◆ **PROBLEM TO SOLVE**:
Look through the lines below and extract any with the word "Buller".

Recorded data:
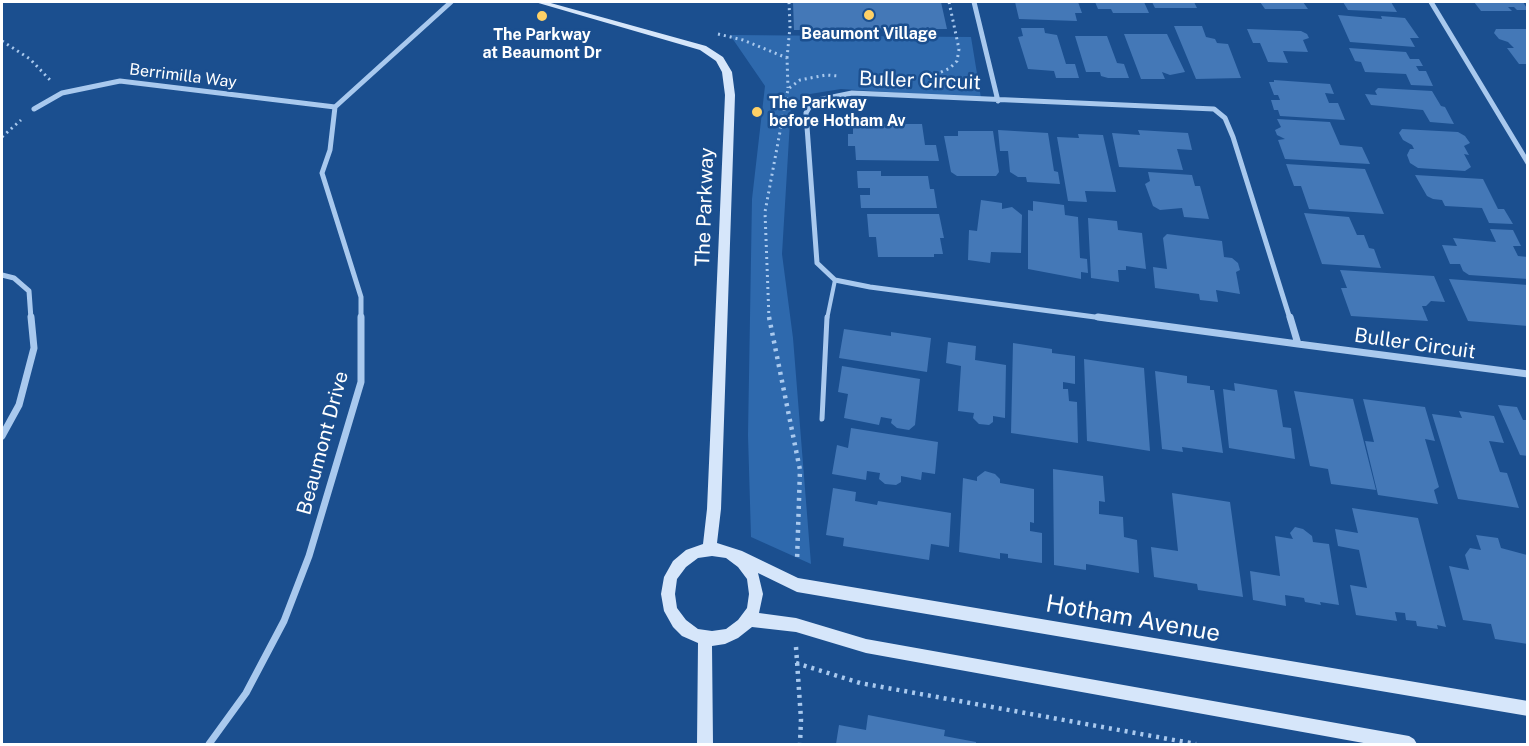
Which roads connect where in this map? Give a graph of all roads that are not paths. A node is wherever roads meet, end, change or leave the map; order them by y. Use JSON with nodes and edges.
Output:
{"nodes":[{"id":1,"x":451,"y":2,"type":"edge"},
{"id":2,"x":539,"y":2,"type":"edge"},
{"id":3,"x":974,"y":2,"type":"edge"},
{"id":4,"x":1431,"y":2,"type":"edge"},
{"id":5,"x":998,"y":100,"type":"junction"},
{"id":6,"x":335,"y":107,"type":"junction"},
{"id":7,"x":34,"y":109,"type":"road end"},
{"id":8,"x":1527,"y":163,"type":"edge"},
{"id":9,"x":2,"y":275,"type":"edge"},
{"id":10,"x":835,"y":280,"type":"junction"},
{"id":11,"x":1298,"y":344,"type":"junction"},
{"id":12,"x":1527,"y":374,"type":"edge"},
{"id":13,"x":822,"y":419,"type":"dead end"},
{"id":14,"x":2,"y":436,"type":"edge"},
{"id":15,"x":709,"y":549,"type":"junction"},
{"id":16,"x":737,"y":556,"type":"junction"},
{"id":17,"x":748,"y":620,"type":"junction"},
{"id":18,"x":705,"y":638,"type":"junction"},
{"id":19,"x":1527,"y":709,"type":"edge"},
{"id":20,"x":209,"y":744,"type":"edge"},
{"id":21,"x":705,"y":744,"type":"edge"},
{"id":22,"x":1409,"y":744,"type":"edge"}],
"edges":[{"from":1,"to":6,"type":"street"},
{"from":2,"to":15,"type":"street","name":"The Parkway"},
{"from":3,"to":5,"type":"street"},
{"from":4,"to":8,"type":"street"},
{"from":5,"to":10,"type":"street","name":"Buller Circuit"},
{"from":5,"to":11,"type":"street","name":"Buller Circuit"},
{"from":6,"to":7,"type":"street","name":"Berrimilla Way"},
{"from":6,"to":20,"type":"street","name":"Beaumont Drive"},
{"from":9,"to":14,"type":"street"},
{"from":10,"to":11,"type":"street","name":"Buller Circuit"},
{"from":10,"to":13,"type":"lane"},
{"from":11,"to":12,"type":"street","name":"Buller Circuit"},
{"from":15,"to":16,"type":"street"},
{"from":15,"to":18,"type":"street"},
{"from":16,"to":17,"type":"street"},
{"from":16,"to":19,"type":"street","name":"Hotham Avenue"},
{"from":17,"to":18,"type":"street"},
{"from":17,"to":22,"type":"street"},
{"from":18,"to":21,"type":"street"}]}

◆ **SOLUTION FOR THIS PROBLEM**:
{"from":5,"to":10,"type":"street","name":"Buller Circuit"},
{"from":5,"to":11,"type":"street","name":"Buller Circuit"},
{"from":10,"to":11,"type":"street","name":"Buller Circuit"},
{"from":11,"to":12,"type":"street","name":"Buller Circuit"},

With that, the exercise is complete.